The age-old and trusted CAPTCHA mechanism, which used to deter the use of bots to open fake accounts or to cast votes, is no longer as fool-proof as it was initially meant to be.
A team of researchers at a California-based AI firm claim that their algorithm can identify numbers and letters from CAPTCHA shapes in websites.
CAPTCHA codes have been used by websites for over two decades and are usually considered much harder for AI bots to crack. This is because they add clutter and crowd letters and numbers together ‘to create a chicken-and-egg problem for character classifiers’, say the researchers.
However, a team of researchers from artificial intelligence firm Vicarious has now proved that CAPTCHAs are no longer impregnable to advanced algorithms that can perform a variety of visual cognition tasks, recognise contours and surfaces and can imagine objects with unusual appearances.
‘We introduce a hierarchical model called the Recursive Cortical Network (RCN) that incorporates these neuroscience insights in a structured probabilistic generative model framework,’ they wrote.
‘RCN integrates and builds upon various ideas from compositional models — hierarchical composition, gradual building of invariances, lateral connections for selectivity, contour-surface factorization and joint-explanation based parsing — into a structured probabilistic graphical model such that Belief Propagation can be used as the primary approximate inference engine,’ they added.
Basically, the algorithm has been designed in such a way that it can mimic the way a human brain responds when it sees objects with unusual appearances, like numbers and alphabets in CAPTCHA codes.
This isn’t the first time that the AI firm has succeeded in breaking CAPTCHA codes using AI bots.

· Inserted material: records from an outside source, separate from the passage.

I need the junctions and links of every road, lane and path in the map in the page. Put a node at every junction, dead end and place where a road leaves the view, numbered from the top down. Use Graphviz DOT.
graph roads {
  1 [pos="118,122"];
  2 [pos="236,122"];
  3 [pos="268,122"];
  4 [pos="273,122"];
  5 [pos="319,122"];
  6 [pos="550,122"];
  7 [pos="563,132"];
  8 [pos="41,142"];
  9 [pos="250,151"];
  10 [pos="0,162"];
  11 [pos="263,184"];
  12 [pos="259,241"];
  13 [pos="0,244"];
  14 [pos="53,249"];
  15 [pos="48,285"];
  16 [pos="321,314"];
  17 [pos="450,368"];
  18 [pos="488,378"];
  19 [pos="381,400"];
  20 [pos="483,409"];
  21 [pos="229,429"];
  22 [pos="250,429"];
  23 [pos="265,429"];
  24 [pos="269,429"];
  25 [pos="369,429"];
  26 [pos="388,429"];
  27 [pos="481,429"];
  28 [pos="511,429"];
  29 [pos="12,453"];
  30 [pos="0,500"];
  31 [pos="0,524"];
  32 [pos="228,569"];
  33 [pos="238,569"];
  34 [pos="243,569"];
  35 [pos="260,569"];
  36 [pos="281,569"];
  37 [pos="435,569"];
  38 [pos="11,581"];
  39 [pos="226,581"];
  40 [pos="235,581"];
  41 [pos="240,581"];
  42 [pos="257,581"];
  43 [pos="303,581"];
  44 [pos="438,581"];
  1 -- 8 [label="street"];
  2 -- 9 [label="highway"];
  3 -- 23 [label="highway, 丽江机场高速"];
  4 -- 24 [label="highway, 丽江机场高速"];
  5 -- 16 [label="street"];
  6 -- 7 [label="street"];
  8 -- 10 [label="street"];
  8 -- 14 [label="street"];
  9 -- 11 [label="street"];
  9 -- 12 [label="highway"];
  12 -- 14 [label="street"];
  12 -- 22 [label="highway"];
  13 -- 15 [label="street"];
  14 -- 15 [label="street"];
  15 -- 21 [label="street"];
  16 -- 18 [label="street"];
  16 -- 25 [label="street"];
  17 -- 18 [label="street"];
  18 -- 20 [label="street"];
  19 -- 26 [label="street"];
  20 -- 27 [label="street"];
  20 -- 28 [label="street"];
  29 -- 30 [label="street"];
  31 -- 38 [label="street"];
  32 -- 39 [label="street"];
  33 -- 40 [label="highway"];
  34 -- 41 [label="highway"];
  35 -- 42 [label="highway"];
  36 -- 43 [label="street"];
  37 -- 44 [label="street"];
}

In 2013, the firm announced that its researchers had decoded CAPTCHA texts used by leading firms like Google, PayPal, and Yahoo with high accuracy.
Even though CAPTCHA tests have since become more complex, the researchers have demonstrated that they are still able to decode complex CAPTCHA codes used by the likes of PayPal and Yahoo with around 60% accuracy.
‘A CAPTCHA is considered broken if it can be automatically solved at a rate above 1%. RCN was effective in breaking a wide variety of text-based CAPTCHAs with very little training data, and without using CAPTCHA-specific heuristics,’ the researchers said.
‘It was able to solve reCAPTCHAs at an accuracy rate of 66.6% (character level accuracy of 94.3%), BotDetect at 64.4%, Yahoo at 57.4% and PayPal at 57.1%, significantly above the 1% rate at which CAPTCHAs are considered ineffective.’
The fact that the researchers could find a way to beat CAPTCHA also means that similar techniques could be used by cyber criminals in the future to create fake accounts in websites, bypass website security, and to influence voting results. As such, websites and internet giants need to come up with new techniques to prevent malicious usage of bots in the future.
‘We’re not seeing attacks on Captcha at the moment, but within three or four months, whatever the researchers have developed will become mainstream, so Captcha’s days are numbered,’ said Simon Edwards, a cyber-security architect at Trend Micro to the BBC.
‘The very nature of big data analysis and machine learning is that if you give it enough data to play with, it will eventually work out most things,’ he added.